• **MATERIAL TO PROCESS**

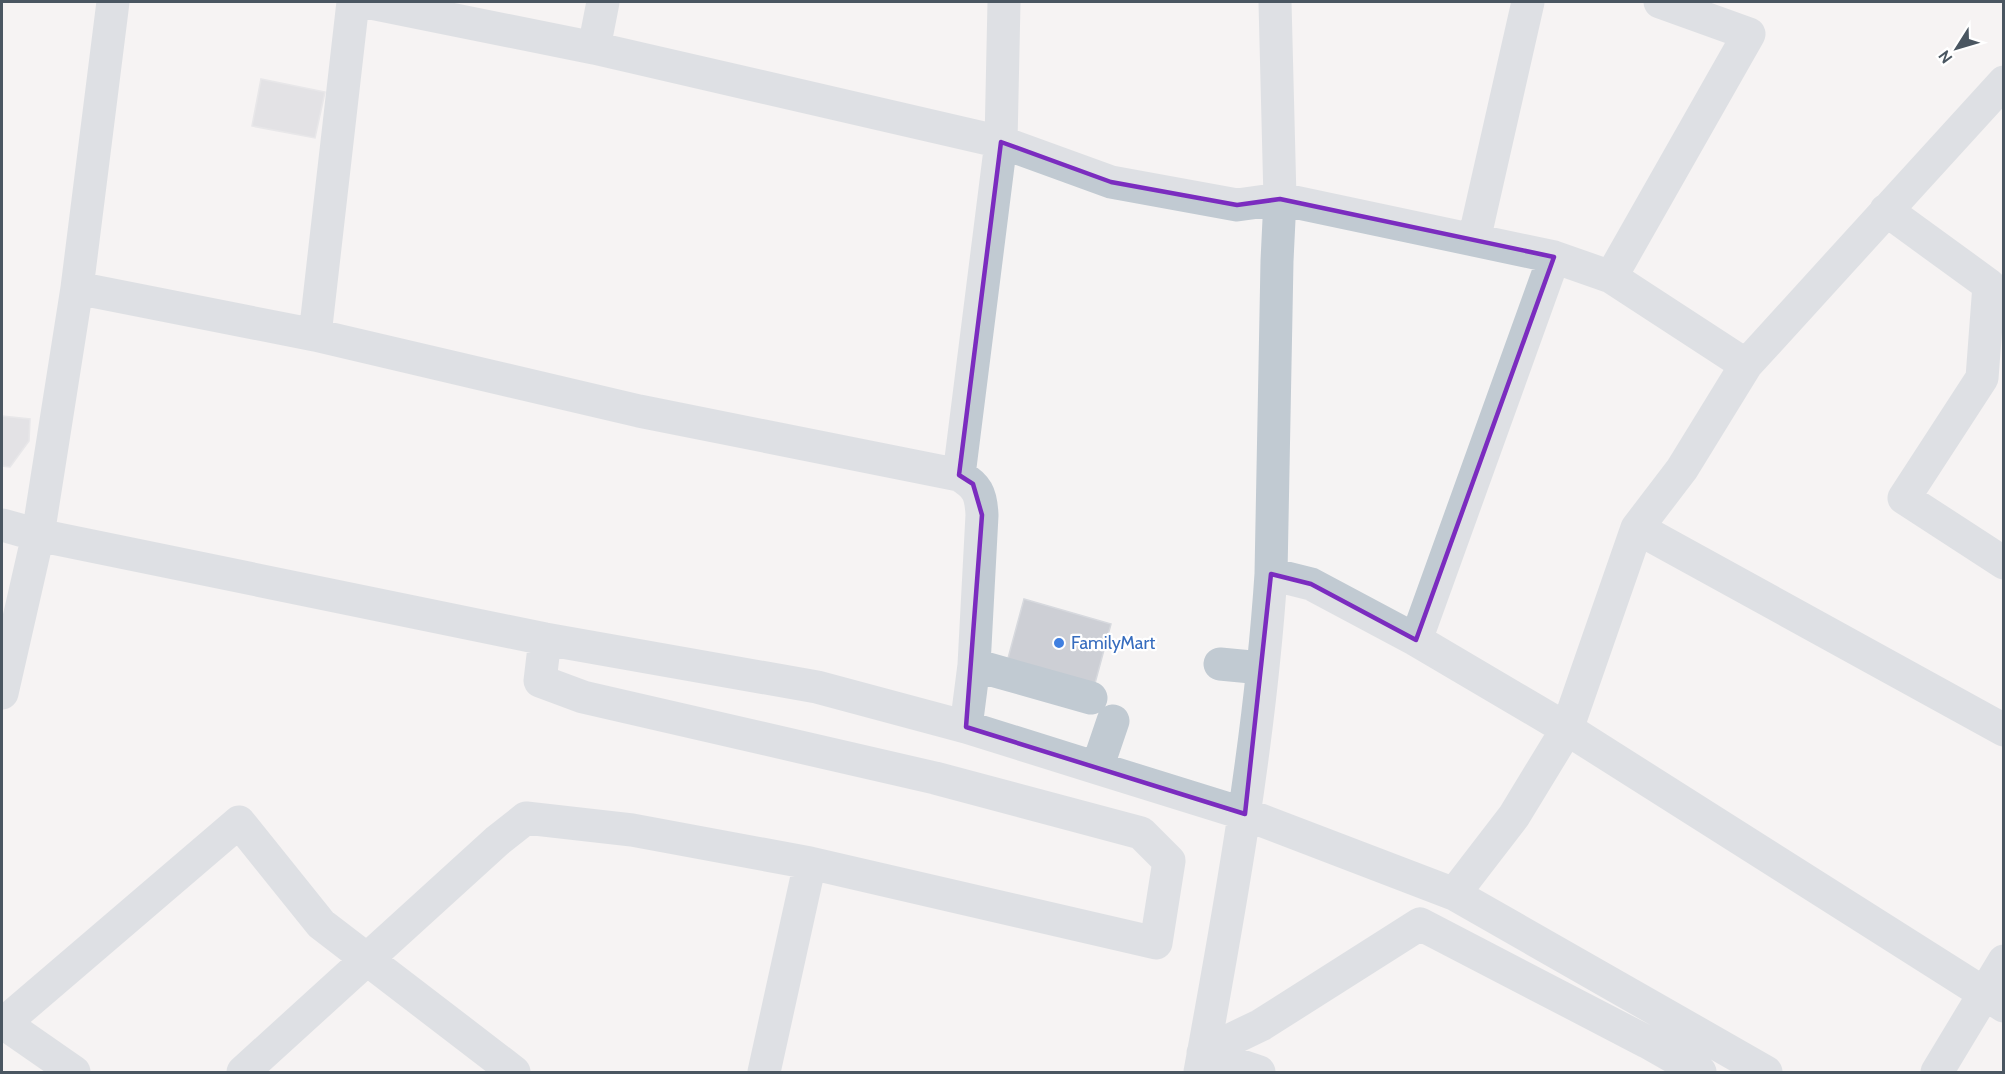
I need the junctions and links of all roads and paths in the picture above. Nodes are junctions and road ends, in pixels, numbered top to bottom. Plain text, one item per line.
1 (113, 2) edge
2 (353, 2) edge
3 (366, 2) edge
4 (603, 2) edge
5 (1004, 2) edge
6 (1275, 2) edge
7 (1528, 2) edge
8 (1660, 2) edge
9 (594, 48) junction
10 (2004, 82) edge
11 (1001, 142) junction
12 (1280, 199) junction
13 (1886, 210) junction
14 (1474, 240) junction
15 (1554, 257) junction
16 (1611, 277) junction
17 (77, 288) junction
18 (315, 335) junction
19 (1746, 366) junction
20 (959, 475) junction
21 (2, 525) edge
22 (1637, 528) junction
23 (38, 535) junction
24 (2004, 563) edge
25 (1271, 574) junction
26 (545, 639) junction
27 (1416, 640) junction
28 (1220, 664) dead end
29 (974, 665) junction
30 (1262, 668) junction
31 (2, 693) edge
32 (966, 727) junction
33 (1567, 729) junction
34 (2004, 730) edge
35 (1097, 768) junction
36 (1245, 814) junction
37 (810, 863) junction
38 (1454, 894) junction
39 (368, 958) junction
40 (2004, 961) edge
41 (1993, 1000) edge
42 (2, 1023) edge
43 (1201, 1063) edge
44 (74, 1072) edge
45 (243, 1072) edge
46 (514, 1072) edge
47 (764, 1072) edge
48 (1259, 1072) edge
49 (1700, 1072) edge
50 (1766, 1072) edge
51 (1937, 1072) edge

1 - 17 street
2 - 18 street
3 - 9 street
4 - 9 street
5 - 11 street
6 - 12 street
7 - 14 street
8 - 16 street
9 - 11 street
10 - 13 street
11 - 12 street
11 - 20 street
12 - 14 street
12 - 25 street
13 - 19 street
13 - 24 street
14 - 15 street
15 - 16 street
15 - 27 street
16 - 19 street
17 - 18 street
17 - 23 street
18 - 20 street
19 - 22 street
20 - 29 street
21 - 23 street
22 - 33 street
22 - 34 street
23 - 26 street
23 - 31 street
25 - 27 street
25 - 30 street
26 - 32 street
26 - 37 street
27 - 33 street
28 - 30 street
29 - 32 street
29 - 35 street
30 - 36 street
32 - 35 street
33 - 38 street
33 - 41 street
35 - 36 street
36 - 38 street
36 - 43 street
37 - 39 street
37 - 47 street
38 - 50 street
39 - 42 street
39 - 45 street
39 - 46 street
40 - 41 street
41 - 51 street
42 - 44 street
43 - 48 street
43 - 49 street

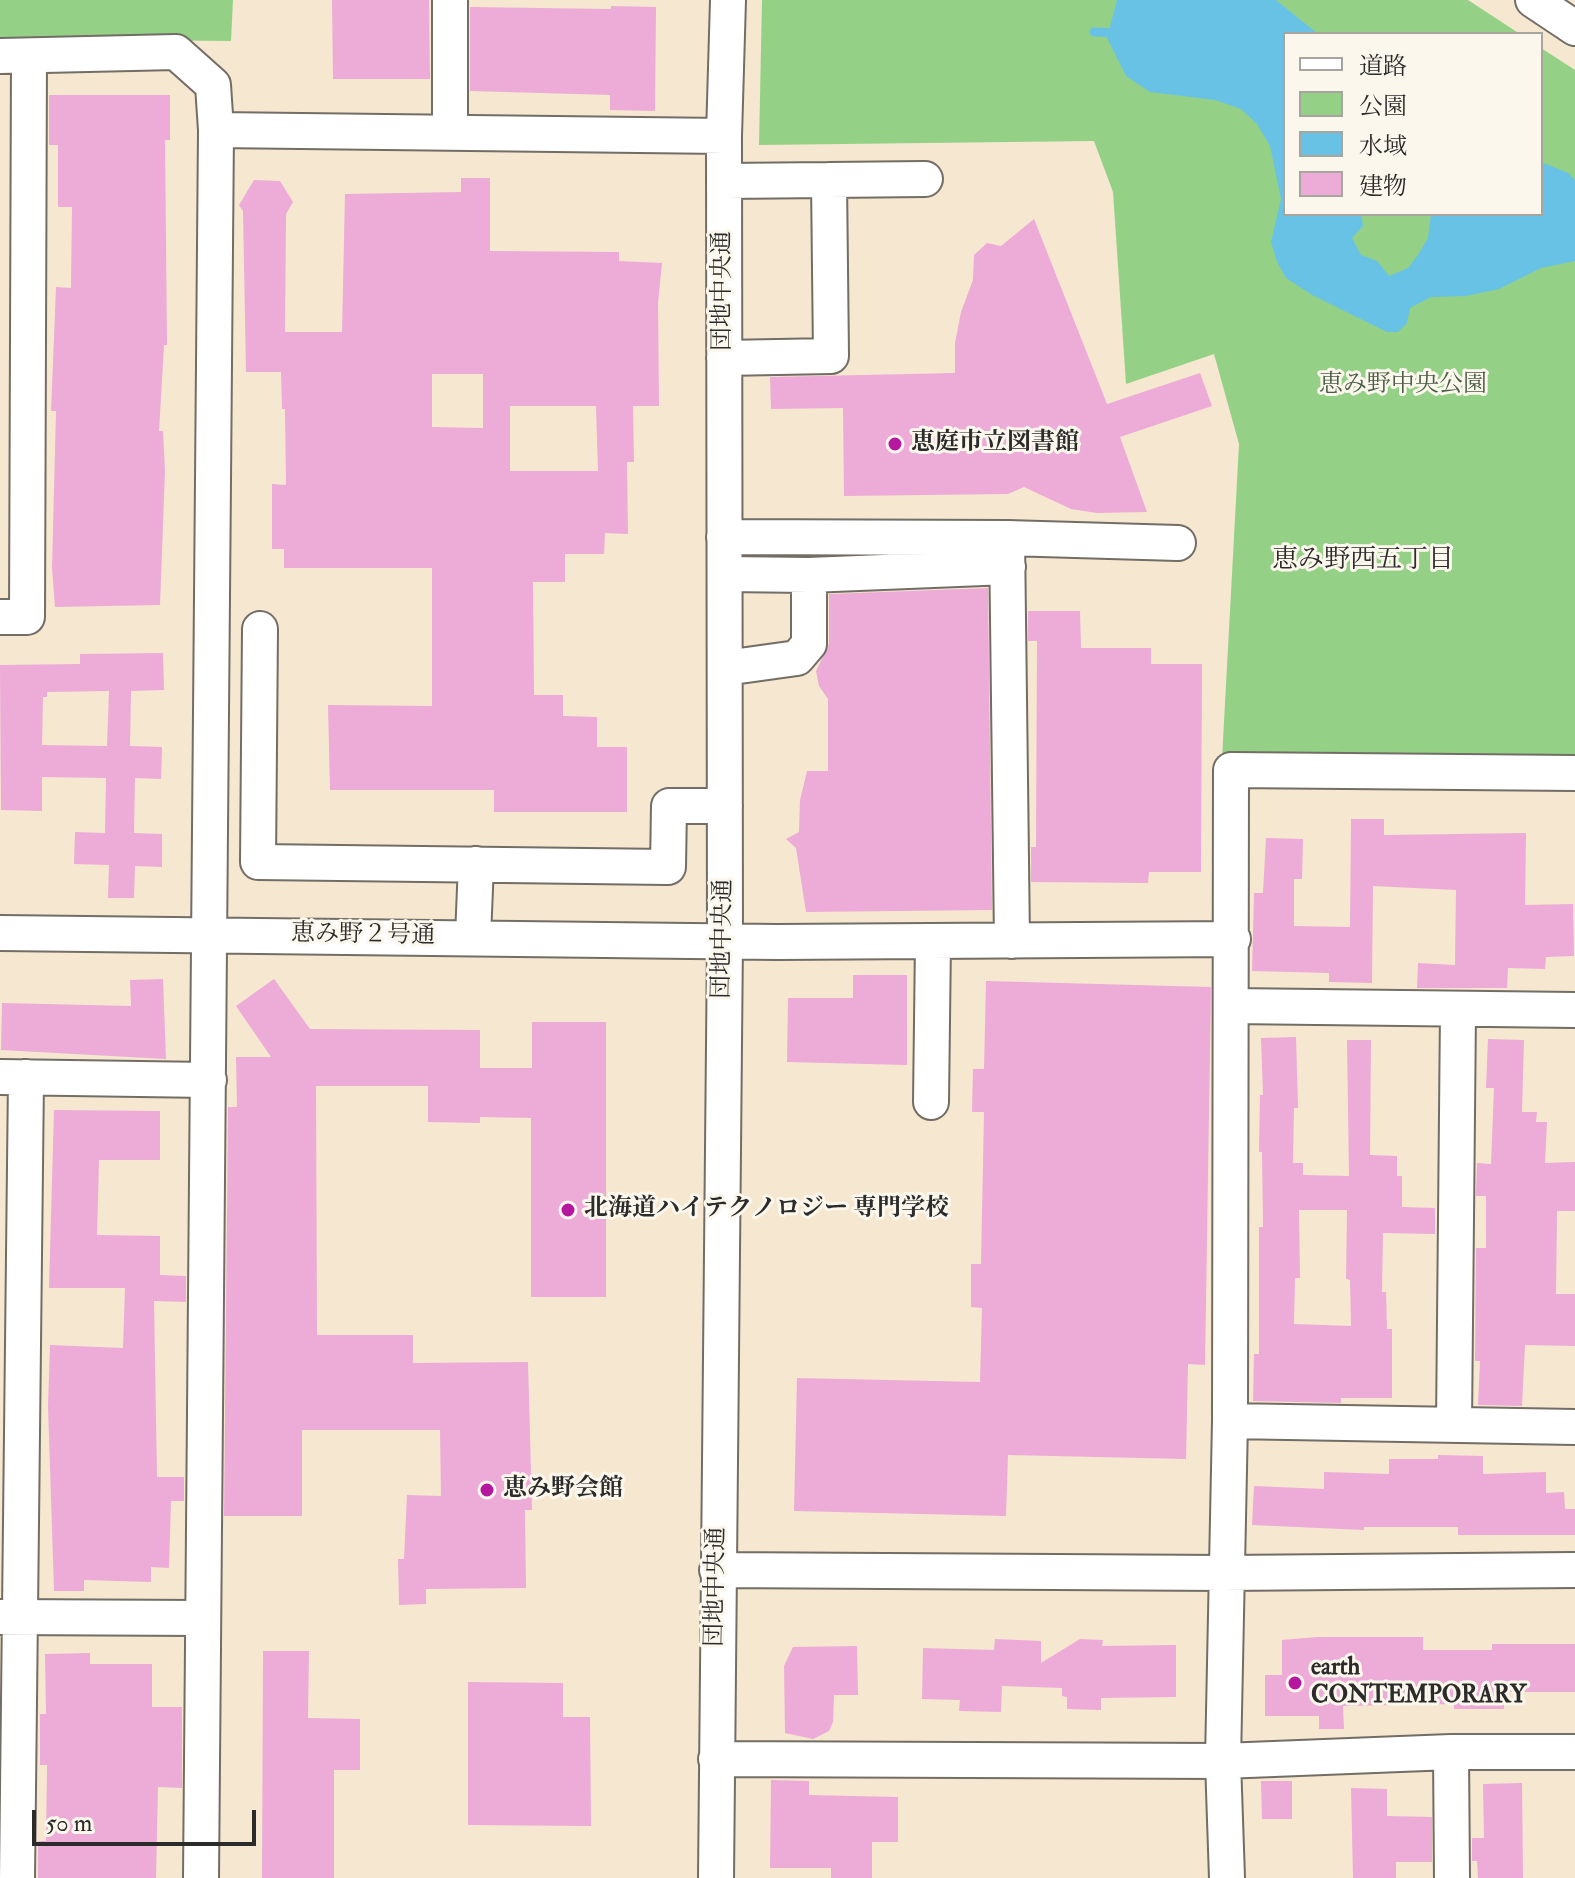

• **AIM OF THE EXERCISE**
The reply is to be all the records above, transcribed exactly, with no pictures.

• **ANSWER SPACE**
I need the junctions and links of all roads and paths in the picture above. Nodes are junctions and road ends, in pixels, numbered top to bottom. Plain text, one item per line.
1 (113, 2) edge
2 (353, 2) edge
3 (366, 2) edge
4 (603, 2) edge
5 (1004, 2) edge
6 (1275, 2) edge
7 (1528, 2) edge
8 (1660, 2) edge
9 (594, 48) junction
10 (2004, 82) edge
11 (1001, 142) junction
12 (1280, 199) junction
13 (1886, 210) junction
14 (1474, 240) junction
15 (1554, 257) junction
16 (1611, 277) junction
17 (77, 288) junction
18 (315, 335) junction
19 (1746, 366) junction
20 (959, 475) junction
21 (2, 525) edge
22 (1637, 528) junction
23 (38, 535) junction
24 (2004, 563) edge
25 (1271, 574) junction
26 (545, 639) junction
27 (1416, 640) junction
28 (1220, 664) dead end
29 (974, 665) junction
30 (1262, 668) junction
31 (2, 693) edge
32 (966, 727) junction
33 (1567, 729) junction
34 (2004, 730) edge
35 (1097, 768) junction
36 (1245, 814) junction
37 (810, 863) junction
38 (1454, 894) junction
39 (368, 958) junction
40 (2004, 961) edge
41 (1993, 1000) edge
42 (2, 1023) edge
43 (1201, 1063) edge
44 (74, 1072) edge
45 (243, 1072) edge
46 (514, 1072) edge
47 (764, 1072) edge
48 (1259, 1072) edge
49 (1700, 1072) edge
50 (1766, 1072) edge
51 (1937, 1072) edge

1 - 17 street
2 - 18 street
3 - 9 street
4 - 9 street
5 - 11 street
6 - 12 street
7 - 14 street
8 - 16 street
9 - 11 street
10 - 13 street
11 - 12 street
11 - 20 street
12 - 14 street
12 - 25 street
13 - 19 street
13 - 24 street
14 - 15 street
15 - 16 street
15 - 27 street
16 - 19 street
17 - 18 street
17 - 23 street
18 - 20 street
19 - 22 street
20 - 29 street
21 - 23 street
22 - 33 street
22 - 34 street
23 - 26 street
23 - 31 street
25 - 27 street
25 - 30 street
26 - 32 street
26 - 37 street
27 - 33 street
28 - 30 street
29 - 32 street
29 - 35 street
30 - 36 street
32 - 35 street
33 - 38 street
33 - 41 street
35 - 36 street
36 - 38 street
36 - 43 street
37 - 39 street
37 - 47 street
38 - 50 street
39 - 42 street
39 - 45 street
39 - 46 street
40 - 41 street
41 - 51 street
42 - 44 street
43 - 48 street
43 - 49 street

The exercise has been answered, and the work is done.